Depending on this assessment, a creditor might find itself with a troubled, poorly secured debt under a contract concluded with a Ukrainian debtor and providing for dispute resolution bymeans of arbitration. Alternatively, a creditor may already be in arbitral debt recovery proceedings, with the risk of insolvency of a Ukrainian debtor looming over the creditor’s recovery chances. In any similar situation, domestic insolvency legislation and court’s approach towards related arbitrations become key in building recovery strategies. Let us analyse how recovery will work with Ukrainian troubled debtors – can a creditor have both arbitration and bankruptcy?
Under Ukrainian insolvency and related commercial procedure law, the latter governing arbitrability issues, insolvency cases and cases on monetary claims against the debtor undergoing court insolvency procedures in Ukraine shall be considered exclusively by Ukrainian commercial courts. It is not rare that Ukrainian debtors, whether within arbitrations already pending at the time of commencement of insolvency proceedings or in arbitrations commenced after institution of insolvency proceedings, bring up this concept of Ukrainian law and ask the tribunal to terminate the proceedings and refer the parties to a Ukrainian domestic court. In such cases, the approach of the tribunal (and subsequently the domestic court enforcing the award wherever in the world) will be highly dependent on the details of the case.
Applicable substantive law and seat of arbitration
While Ukrainian law is quite unambiguous as to the monetary claims arising in Ukrainian law-governed relations, it does not deal with arbitrations governed by any other law or seated outside Ukraine. Ukrainian court practice further does not contain any cases where a debtor, in interpreting above Ukrainian law provisions, was successful in obtaining any anti-arbitration injunction or denial of recognition and enforcement. It may be contended that, where the contractual relations are governed by non-Ukrainian law and/or seated outside Ukraine, the creditors are safe to commence and hold arbitral proceedings from a Ukrainian law perspective. The influence of Ukrainian insolvency proceedings on arbitration shall be assessed separately.
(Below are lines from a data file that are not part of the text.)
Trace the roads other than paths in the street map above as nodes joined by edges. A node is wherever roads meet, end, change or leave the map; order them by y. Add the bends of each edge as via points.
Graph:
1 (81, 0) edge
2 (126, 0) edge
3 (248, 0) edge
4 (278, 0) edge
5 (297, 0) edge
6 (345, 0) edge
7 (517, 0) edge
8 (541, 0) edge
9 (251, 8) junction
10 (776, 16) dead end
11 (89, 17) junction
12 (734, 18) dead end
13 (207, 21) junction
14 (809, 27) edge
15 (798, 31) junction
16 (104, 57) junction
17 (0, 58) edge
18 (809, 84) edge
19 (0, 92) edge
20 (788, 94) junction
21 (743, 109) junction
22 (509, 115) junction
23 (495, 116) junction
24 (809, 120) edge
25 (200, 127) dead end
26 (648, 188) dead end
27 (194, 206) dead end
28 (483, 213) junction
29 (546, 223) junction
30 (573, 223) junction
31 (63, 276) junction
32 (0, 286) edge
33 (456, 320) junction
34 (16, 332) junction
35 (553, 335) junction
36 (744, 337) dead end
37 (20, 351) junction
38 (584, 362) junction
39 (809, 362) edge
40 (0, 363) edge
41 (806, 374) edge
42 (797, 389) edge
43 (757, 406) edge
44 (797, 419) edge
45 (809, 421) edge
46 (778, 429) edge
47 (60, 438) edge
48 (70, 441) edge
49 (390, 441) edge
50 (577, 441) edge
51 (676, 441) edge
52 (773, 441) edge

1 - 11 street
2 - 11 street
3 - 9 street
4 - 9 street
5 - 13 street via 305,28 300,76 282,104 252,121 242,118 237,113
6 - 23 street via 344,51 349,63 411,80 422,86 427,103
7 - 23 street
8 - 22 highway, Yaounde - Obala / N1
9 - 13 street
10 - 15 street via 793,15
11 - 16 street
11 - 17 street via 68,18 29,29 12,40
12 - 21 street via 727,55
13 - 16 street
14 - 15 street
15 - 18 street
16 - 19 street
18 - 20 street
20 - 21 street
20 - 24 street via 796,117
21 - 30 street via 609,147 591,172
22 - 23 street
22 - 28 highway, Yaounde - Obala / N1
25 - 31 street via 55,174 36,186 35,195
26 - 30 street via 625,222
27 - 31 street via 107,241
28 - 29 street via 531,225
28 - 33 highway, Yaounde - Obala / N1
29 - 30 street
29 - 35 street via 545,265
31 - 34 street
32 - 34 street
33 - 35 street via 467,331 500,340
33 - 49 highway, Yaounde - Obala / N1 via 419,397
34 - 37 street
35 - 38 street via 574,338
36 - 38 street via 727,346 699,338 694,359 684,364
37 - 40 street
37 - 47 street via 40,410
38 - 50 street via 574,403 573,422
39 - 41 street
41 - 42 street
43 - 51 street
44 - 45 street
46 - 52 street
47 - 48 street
Assets and place of enforcement
Undeniably, for the purposes of future successful recovery it is vital that an asset search is done prior to any debt recovery steps are taken. As it is quite common for the debtors to scatter assets all over the world, it might be the case that debtor’s assets outside Ukraine will be sufficient to cover the debt recognised under the award.
Enforcement against Ukrainian debtor’s assets abroad may further be of interest to the creditors given the technical difficulties that insolvency managers face regarding debtor’s assets outside Ukraine once the insolvency is commenced. Under Ukrainian bankruptcy laws, once the bankruptcy proceedings are commenced, a court-appointed bankruptcy manager shall identify and take inventory all of the debtor’s assets for further sale and distribution of gains among the debtors. At the same time, the procedure of identification of overseas assets is vague and bankruptcy managers typically limit themselves with identification of assets within Ukrainian borders. Thus, it may appear that at the time of the enforcement the foreign assets will be unencumbered and relatively easily recoverable.
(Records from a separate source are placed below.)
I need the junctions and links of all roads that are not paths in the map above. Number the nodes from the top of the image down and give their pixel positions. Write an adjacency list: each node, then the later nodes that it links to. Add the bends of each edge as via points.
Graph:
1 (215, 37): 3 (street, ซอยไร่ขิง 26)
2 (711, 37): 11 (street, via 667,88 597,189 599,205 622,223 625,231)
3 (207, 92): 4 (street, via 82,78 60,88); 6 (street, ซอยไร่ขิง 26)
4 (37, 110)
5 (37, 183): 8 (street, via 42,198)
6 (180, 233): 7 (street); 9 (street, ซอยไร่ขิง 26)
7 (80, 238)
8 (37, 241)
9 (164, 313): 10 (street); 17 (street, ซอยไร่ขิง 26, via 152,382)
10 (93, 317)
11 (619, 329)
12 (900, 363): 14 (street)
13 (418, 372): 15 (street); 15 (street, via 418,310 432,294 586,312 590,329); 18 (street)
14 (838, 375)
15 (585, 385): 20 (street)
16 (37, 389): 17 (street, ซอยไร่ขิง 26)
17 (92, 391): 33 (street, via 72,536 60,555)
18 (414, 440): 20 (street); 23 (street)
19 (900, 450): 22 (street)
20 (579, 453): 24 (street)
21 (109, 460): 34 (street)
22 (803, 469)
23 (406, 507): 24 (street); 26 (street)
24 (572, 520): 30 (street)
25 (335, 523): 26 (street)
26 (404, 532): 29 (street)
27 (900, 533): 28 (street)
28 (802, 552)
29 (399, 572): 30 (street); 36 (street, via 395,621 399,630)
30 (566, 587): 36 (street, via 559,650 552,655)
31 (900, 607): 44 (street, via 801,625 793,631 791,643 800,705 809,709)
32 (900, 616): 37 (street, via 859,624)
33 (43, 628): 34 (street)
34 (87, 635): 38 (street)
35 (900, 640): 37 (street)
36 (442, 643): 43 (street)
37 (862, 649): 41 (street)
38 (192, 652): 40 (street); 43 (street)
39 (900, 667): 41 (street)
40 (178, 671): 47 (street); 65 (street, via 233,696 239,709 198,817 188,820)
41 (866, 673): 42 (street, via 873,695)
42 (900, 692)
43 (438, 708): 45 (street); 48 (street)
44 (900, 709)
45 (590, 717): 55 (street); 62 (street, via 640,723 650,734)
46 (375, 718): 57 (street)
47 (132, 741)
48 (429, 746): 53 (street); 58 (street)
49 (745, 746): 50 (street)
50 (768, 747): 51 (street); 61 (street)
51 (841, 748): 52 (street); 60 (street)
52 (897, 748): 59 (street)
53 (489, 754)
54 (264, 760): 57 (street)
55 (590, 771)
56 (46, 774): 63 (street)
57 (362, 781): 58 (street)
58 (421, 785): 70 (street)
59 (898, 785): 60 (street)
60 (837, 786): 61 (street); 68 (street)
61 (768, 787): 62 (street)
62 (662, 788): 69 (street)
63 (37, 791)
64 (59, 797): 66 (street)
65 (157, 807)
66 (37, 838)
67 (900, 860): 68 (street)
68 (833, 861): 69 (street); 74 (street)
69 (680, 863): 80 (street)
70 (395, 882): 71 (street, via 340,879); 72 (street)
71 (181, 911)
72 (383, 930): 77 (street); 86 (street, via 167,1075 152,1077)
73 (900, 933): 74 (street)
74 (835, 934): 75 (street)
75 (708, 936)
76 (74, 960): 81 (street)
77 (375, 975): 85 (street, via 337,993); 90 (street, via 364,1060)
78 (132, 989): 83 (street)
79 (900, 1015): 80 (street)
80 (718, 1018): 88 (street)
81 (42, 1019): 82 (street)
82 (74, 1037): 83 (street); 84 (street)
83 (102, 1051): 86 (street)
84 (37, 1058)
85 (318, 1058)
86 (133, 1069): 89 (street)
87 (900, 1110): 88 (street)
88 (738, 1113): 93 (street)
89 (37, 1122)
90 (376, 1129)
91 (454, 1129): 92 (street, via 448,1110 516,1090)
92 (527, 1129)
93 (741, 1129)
Recognition of an award pending bankruptcy proceedings
In terms of possible enforcement risks, the 1958 New York Convention on the recognition and enforcement of foreign arbitral awards, to which 164 states all over the world are parties, provides for a very limited list of procedural grounds for recognition denial. It does not provide for domestic insolvency law provisions to be ground for denial of recognition and enforcement of arbitral awards.
If an award is recognised in Ukraine, Ukrainian court practice is now firmly established in that once the arbitral award was rendered against a person undergoing insolvency proceedings, such award shall be recognised and enforced.
For instance, in Vitkovice, Steel a.s. v DMK insolvency proceedings were instituted after the award was rendered but before it could be enforced. In the recognition case considered by civil courts, the debtor requested denial of recognition and enforcement of the award since at the time of filing of recognition and enforcement motion its bankruptcy proceedings were already instituted. With the institution of insolvency proceedings, the court put a moratorium on granting of creditors’ claims and, according to the debtor, any claims, including award recognition and enforcement ones, anywhere outside insolvency proceedings were to be terminated and transferred for consideration to commercial court within the main insolvency proceedings.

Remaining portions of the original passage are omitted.